Content starts
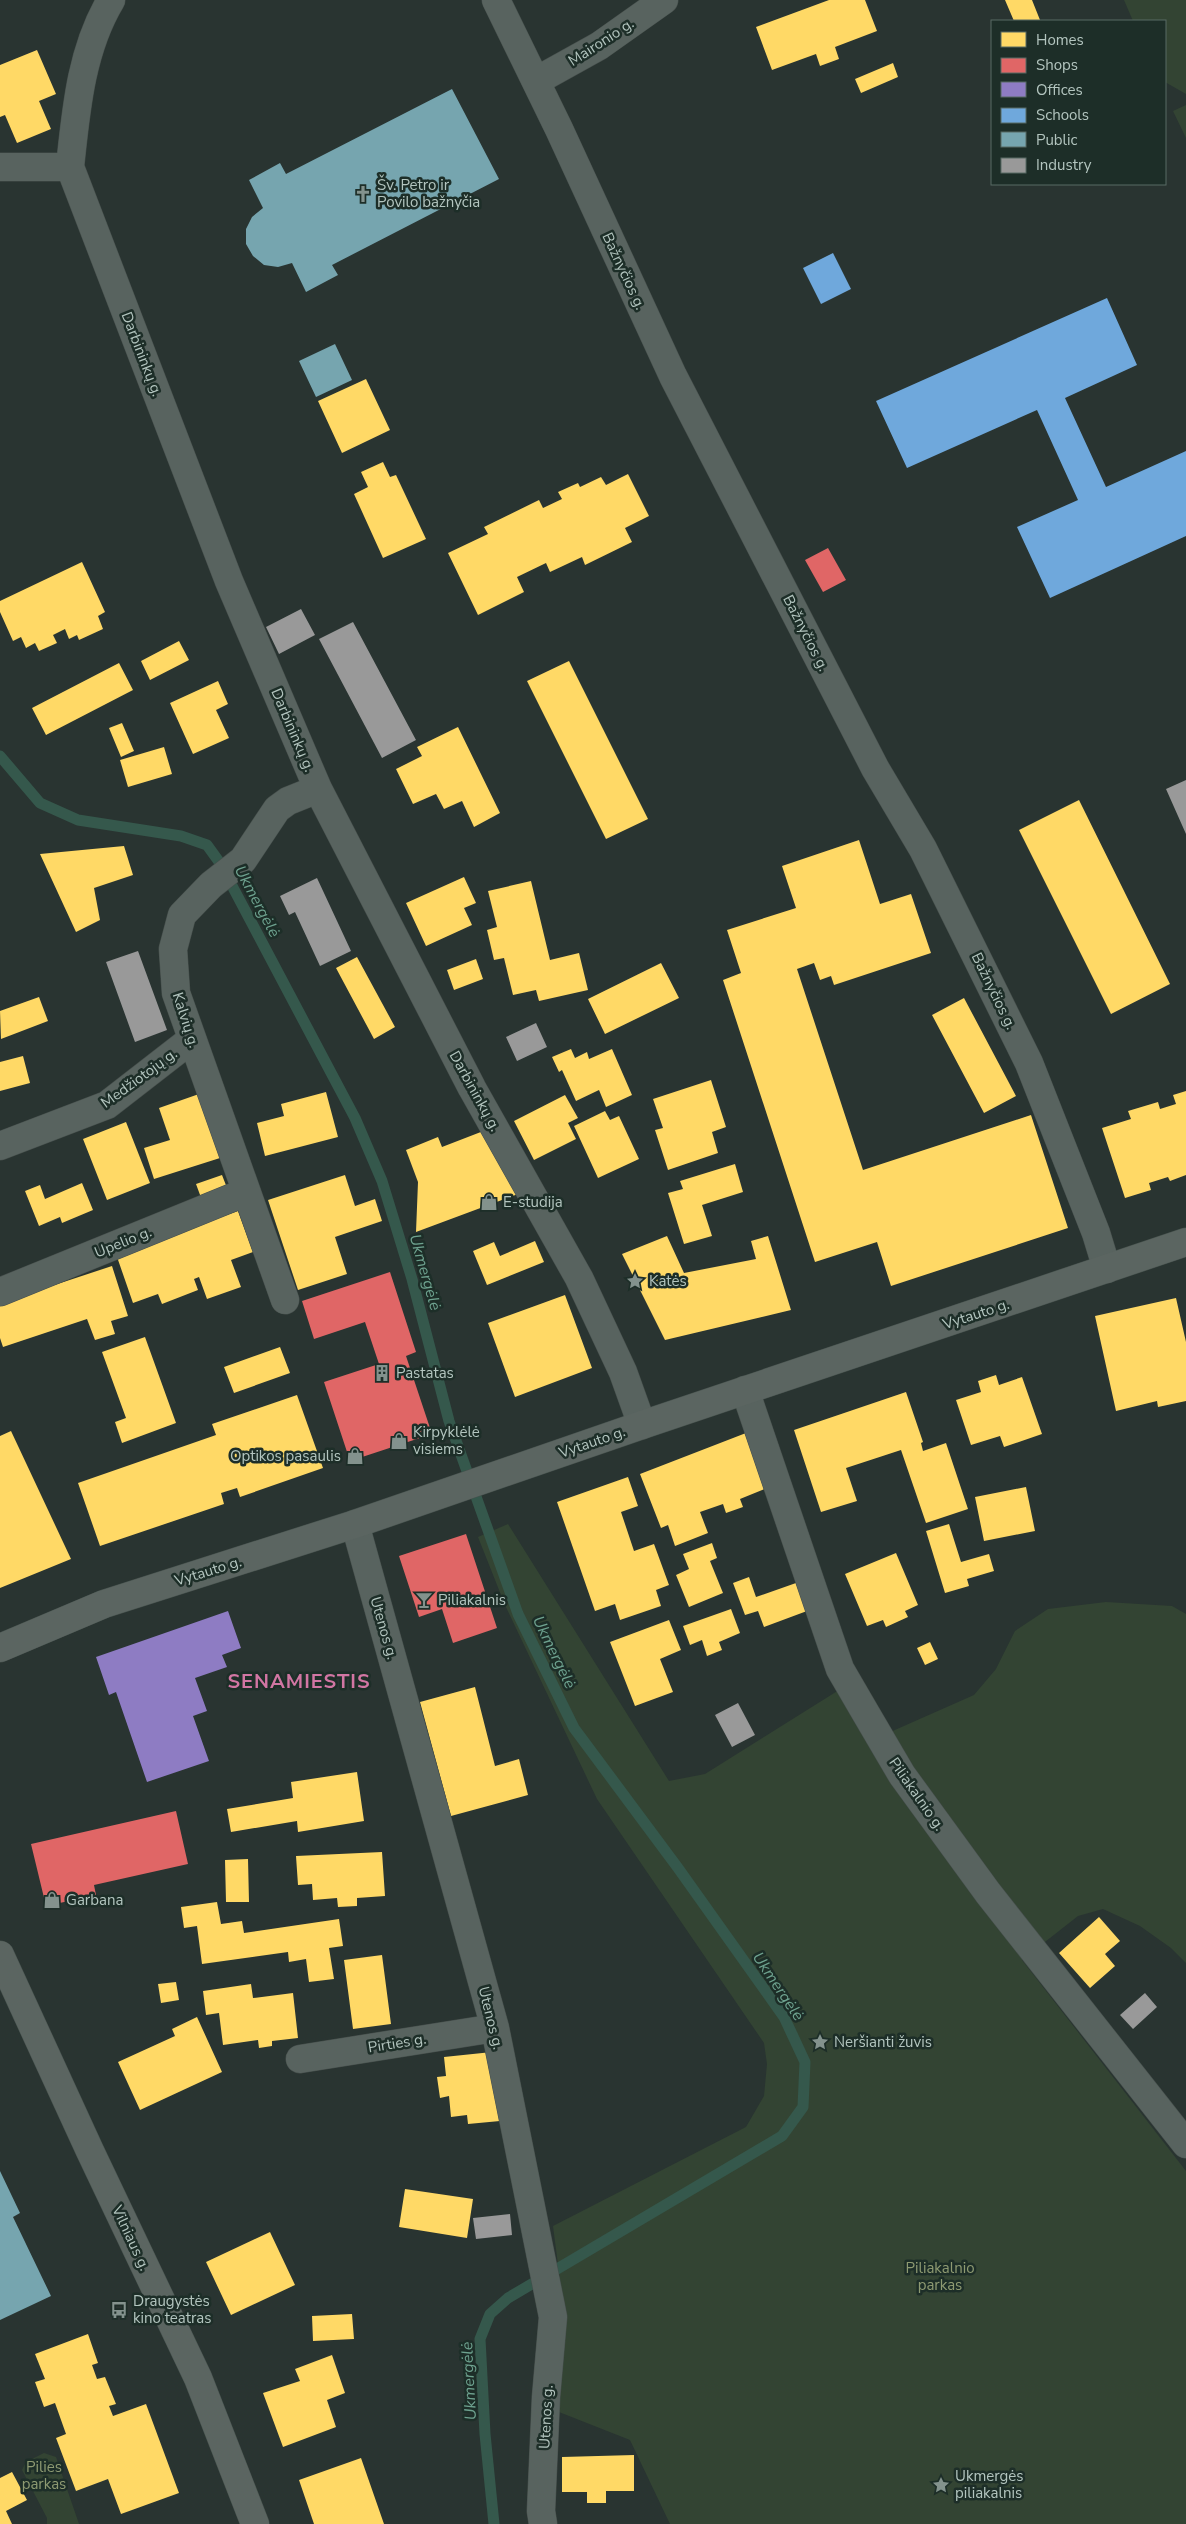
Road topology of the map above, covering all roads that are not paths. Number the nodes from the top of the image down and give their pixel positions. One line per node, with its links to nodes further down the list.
1 (111, 0): 6 (street, Darbininkų g.)
2 (496, 0): 4 (street, Bažnyčios g.)
3 (664, 0): 4 (street, Maironio g.)
4 (536, 81): 12 (street, Bažnyčios g.)
5 (0, 167): 6 (street)
6 (70, 167): 7 (street, Darbininkų g.)
7 (318, 789): 8 (street, Kalvių g.); 16 (street, Darbininkų g.)
8 (192, 1039): 9 (street, Medžiotojų g.); 10 (street, Kalvių g.)
9 (0, 1146)
10 (246, 1192): 13 (street, Upelio g.); 14 (street, Kalvių g.)
11 (1186, 1242): 12 (main road, Vytauto g.)
12 (1107, 1269): 15 (main road, Vytauto g.)
13 (0, 1292)
14 (285, 1300)
15 (744, 1390): 16 (main road, Vytauto g.); 22 (street, Piliakalnio g.)
16 (642, 1425): 17 (main road, Vytauto g.)
17 (355, 1524): 18 (main road, Vytauto g.); 20 (street, Utenos g.)
18 (0, 1648)
19 (0, 1955): 23 (main road, Vilniaus g.)
20 (495, 2028): 21 (street, Pirties g.); 24 (street, Utenos g.)
21 (300, 2059)
22 (1186, 2144)
23 (255, 2524)
24 (543, 2524)

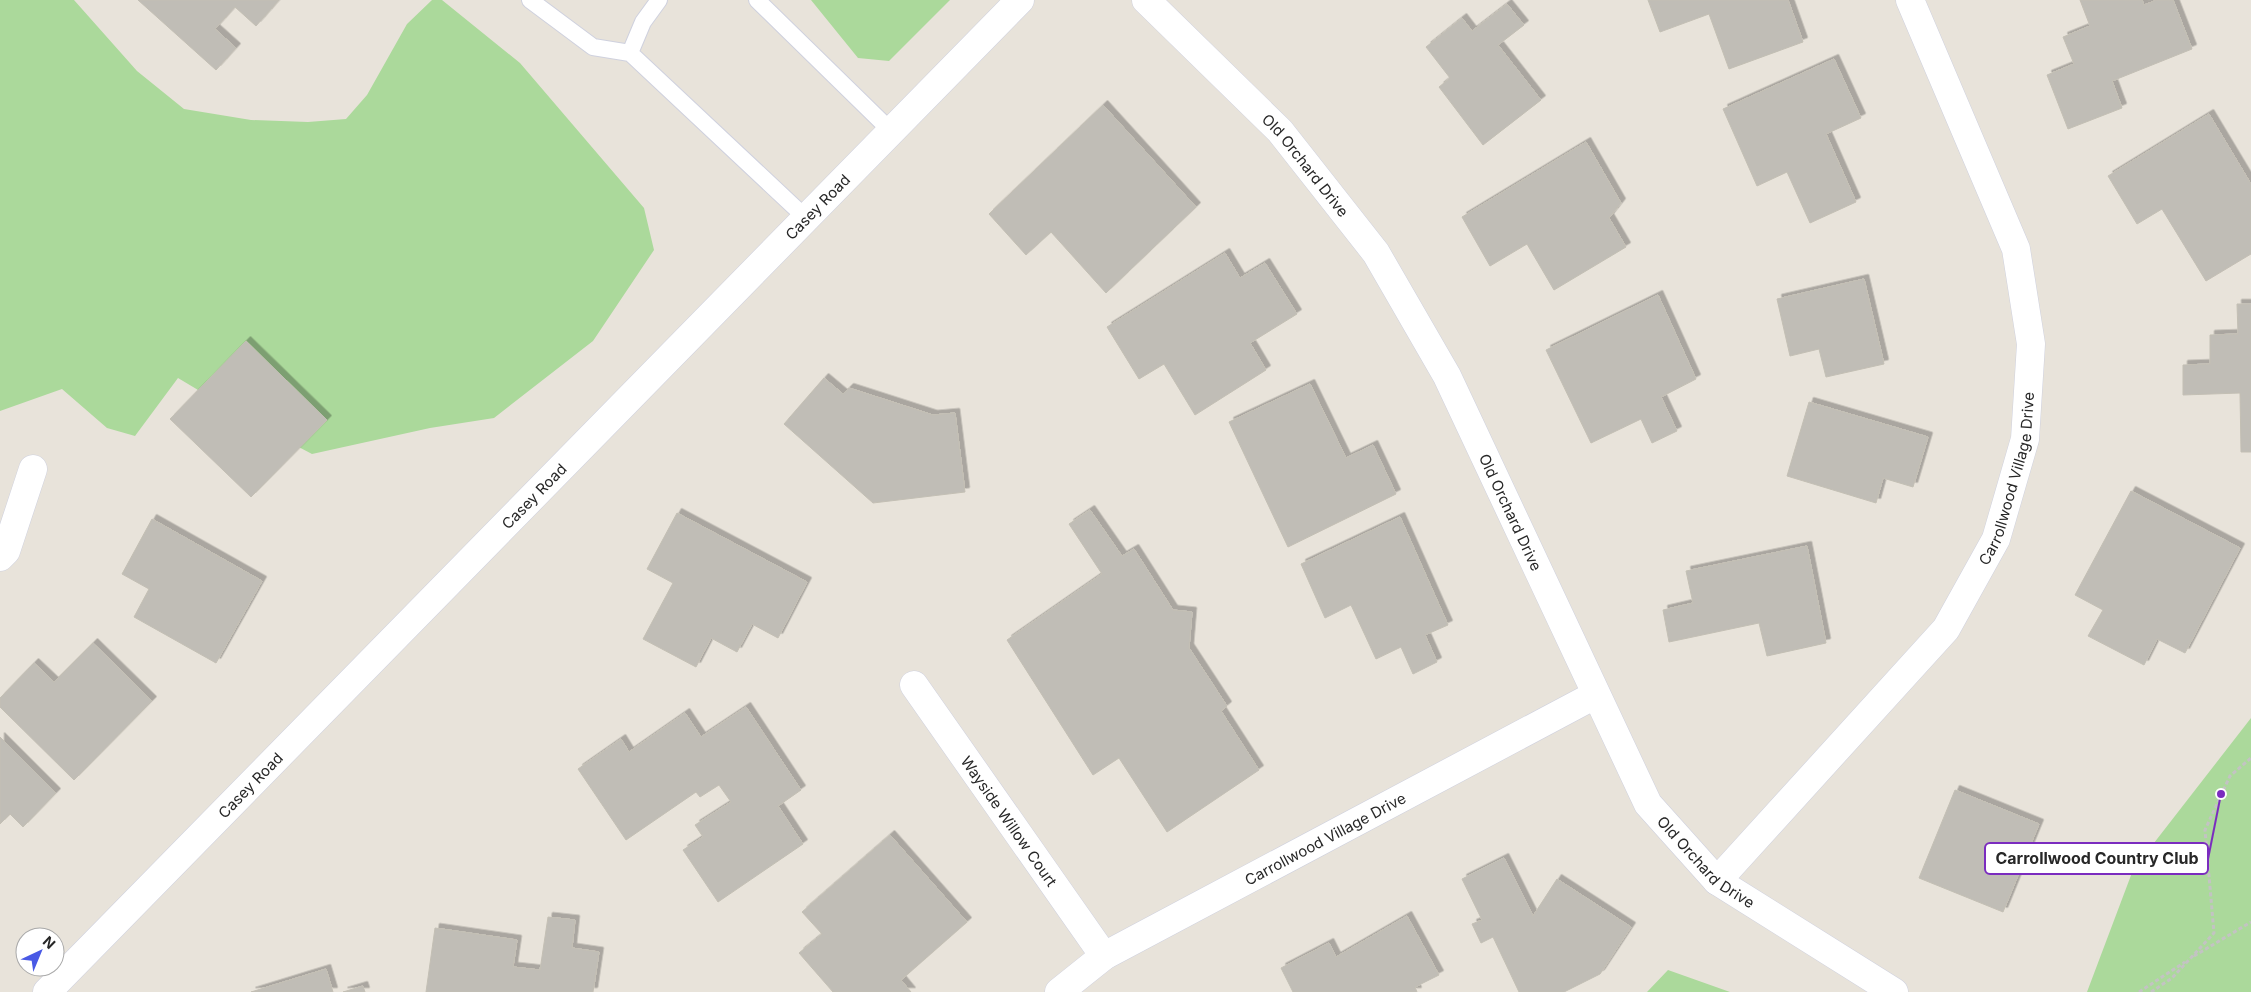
Content ends
Make a word-for-word copy of the records above, excluding all pictures.

Road topology of the map above, covering all roads that are not paths. Number the nodes from the top of the image down and give their pixel positions. One line per node, with its links to nodes further down the list.
1 (111, 0): 6 (street, Darbininkų g.)
2 (496, 0): 4 (street, Bažnyčios g.)
3 (664, 0): 4 (street, Maironio g.)
4 (536, 81): 12 (street, Bažnyčios g.)
5 (0, 167): 6 (street)
6 (70, 167): 7 (street, Darbininkų g.)
7 (318, 789): 8 (street, Kalvių g.); 16 (street, Darbininkų g.)
8 (192, 1039): 9 (street, Medžiotojų g.); 10 (street, Kalvių g.)
9 (0, 1146)
10 (246, 1192): 13 (street, Upelio g.); 14 (street, Kalvių g.)
11 (1186, 1242): 12 (main road, Vytauto g.)
12 (1107, 1269): 15 (main road, Vytauto g.)
13 (0, 1292)
14 (285, 1300)
15 (744, 1390): 16 (main road, Vytauto g.); 22 (street, Piliakalnio g.)
16 (642, 1425): 17 (main road, Vytauto g.)
17 (355, 1524): 18 (main road, Vytauto g.); 20 (street, Utenos g.)
18 (0, 1648)
19 (0, 1955): 23 (main road, Vilniaus g.)
20 (495, 2028): 21 (street, Pirties g.); 24 (street, Utenos g.)
21 (300, 2059)
22 (1186, 2144)
23 (255, 2524)
24 (543, 2524)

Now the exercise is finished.